Jeremy Porter jerry at fc.net
Fri Jun 7 04:47:37 UTC 1996


>		Please reread the solicitation again carfully.
>		I am not aware of any language that indicates
>		MAE-WEST, housed at NASA-AMES or MFS-SanJose
>		was part of the agreement.  These systems were
>		put there out of the good graces of ISI and MERIT.
>		No-one was paying for them or thier on-going operations.
>		When folks wanted to peer, they were explicitly told
>		these were not production machines.  Something that
>		the RA team did on the side, with spare cycles,
>		BECAUSE it was/is important.
>
>		Now, lets look a bit more into that high dollar
>		award, shall we?  Reread that soliciation again.
>		No where does it state that the RA gets a free ride
>		at any of the NAPS.  We have to pay, just like everyone
>		else.  And we have two connections, where most everyone
>		else has one. And who is the RA paying, with our award
>		dollars?  Your right! Its your local telco/NAP operator.
>		Just as a datapoint, one of them had set inital pricing
>		at $60,000.00 per MONTH per connection. They have been
>		talked down from that number, but it still would eat
>		that paltry 10M award in much less than 5 years.

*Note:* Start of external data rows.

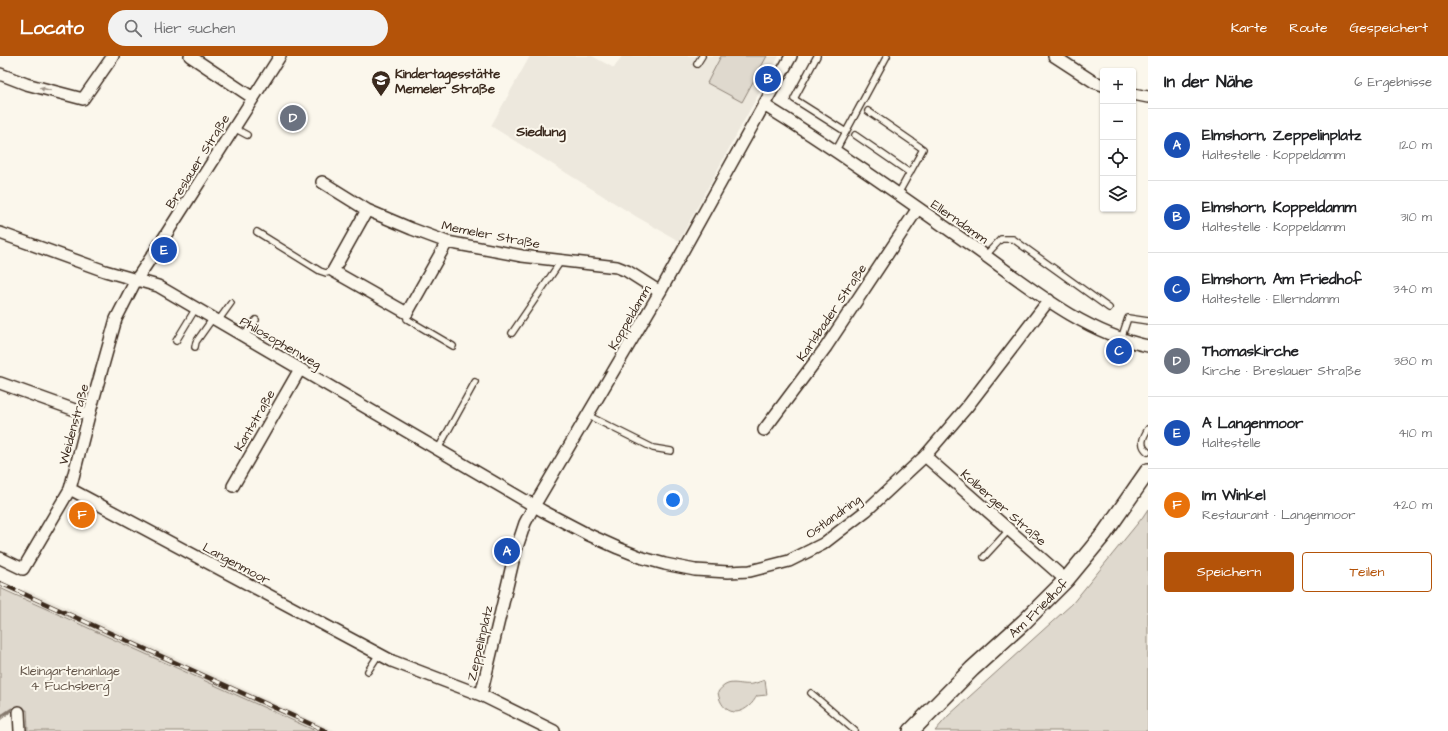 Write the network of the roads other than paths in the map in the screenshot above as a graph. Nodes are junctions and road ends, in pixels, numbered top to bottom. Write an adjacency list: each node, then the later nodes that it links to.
1 (113, 56): 10 (street, one-way to 10)
2 (190, 56): 14 (street)
3 (280, 56): 14 (street, Breslauer Straße)
4 (702, 56): 9 (lane)
5 (791, 56): 15 (street, Koppeldamm)
6 (817, 56): 18 (lane)
7 (887, 56): 18 (lane)
8 (1054, 56): 11 (street)
9 (697, 64)
10 (0, 74)
11 (1100, 84)
12 (1136, 95): 13 (street)
13 (1148, 97)
14 (253, 98): 17 (street, Breslauer Straße)
15 (764, 105): 21 (street, Ellerndamm); 34 (street, Koppeldamm)
16 (868, 111): 22 (lane)
17 (234, 128): 19 (lane); 33 (street, Breslauer Straße)
18 (846, 132): 21 (lane)
19 (246, 135)
20 (855, 135): 22 (lane)
21 (835, 152): 24 (street, Ellerndamm)
22 (910, 173): 24 (lane)
23 (322, 182): 26 (street, Memeler Straße)
24 (898, 194): 25 (street, Ellerndamm)
25 (918, 208): 30 (street, Ellerndamm); 56 (street, Karlsbader Straße)
26 (367, 210): 29 (street, Memeler Straße); 32 (street)
27 (257, 232): 32 (lane)
28 (0, 233): 33 (street, Philosophenweg)
29 (447, 242): 31 (street, Memeler Straße); 39 (street)
30 (986, 256): 35 (street, Ellerndamm); 38 (lane)
31 (561, 261): 34 (street, Memeler Straße); 43 (lane)
32 (333, 271): 39 (street)
33 (136, 280): 37 (street, Philosophenweg); 53 (street, Weidenstraße)
34 (660, 292): 54 (street, Koppeldamm)
35 (1049, 300): 45 (street, Ellerndamm); 60 (street, Ostlandring)
36 (231, 303): 40 (lane)
37 (196, 308): 40 (street, Philosophenweg); 46 (lane)
38 (1109, 308)
39 (407, 313): 47 (lane)
40 (216, 320): 44 (street, Philosophenweg); 49 (lane)
41 (256, 320): 44 (lane)
42 (1148, 321): 45 (lane)
43 (512, 333)
44 (244, 336): 50 (street, Philosophenweg)
45 (1121, 339): 48 (street, Ellerndamm)
46 (176, 341)
47 (453, 346)
48 (1148, 346)
49 (195, 347)
50 (300, 369): 57 (street, Philosophenweg); 62 (street, Kantstraße)
51 (475, 382): 57 (lane)
52 (0, 383): 53 (street)
53 (89, 415): 63 (street, Weidenstraße)
54 (588, 415): 58 (lane); 64 (street, Koppeldamm)
55 (1148, 429): 59 (lane)
56 (764, 430)
57 (438, 449): 64 (street, Philosophenweg)
58 (671, 451)
59 (1148, 452)
60 (925, 456): 64 (street, Ostlandring); 65 (street, Kolberger Straße)
61 (1148, 471): 68 (street, Am Friedhof)
62 (233, 486)
63 (70, 489): 67 (street, Weidenstraße); 70 (street, Langenmoor)
64 (534, 506): 69 (street, Koppeldamm)
65 (1009, 530): 66 (lane); 68 (street, Kolberger Straße)
66 (984, 557)
67 (0, 558)
68 (1066, 580): 79 (street, Am Friedhof)
69 (504, 597): 74 (street, Zeppelinplatz)
70 (379, 654): 71 (street, Langenmoor); 72 (lane)
71 (392, 661): 74 (street, Zeppelinplatz)
72 (368, 670)
73 (811, 692): 78 (lane)
74 (481, 695): 77 (street, Zeppelinplatz)
75 (19, 712): 76 (street)
76 (20, 731)
77 (554, 731)
78 (855, 731)
79 (912, 731)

The more intersesting question to me, would be one of
what is the cost per user of the RA, and is a NAP/MAE
with an RA a better serviec than one without.  Two easy
models for paying for RA services at MAEs/NAPs, are for
the NAP/MAE operator pay for the RA service and fund that
from interconnect fees.  The other way, would be for the
RA to collect fees from users, but then the RA would
have to do collections, etc, and do a risk assumption
which they aren't really in the position to do, like the
commerical NAP/MAE operators are.

I seem to remember this thing about wanting to move to
a commerical based net from a government funded one.

Of course having a RA service paid for by the users
(directly or indirectly), would quickly give people
some data points for the value of the service.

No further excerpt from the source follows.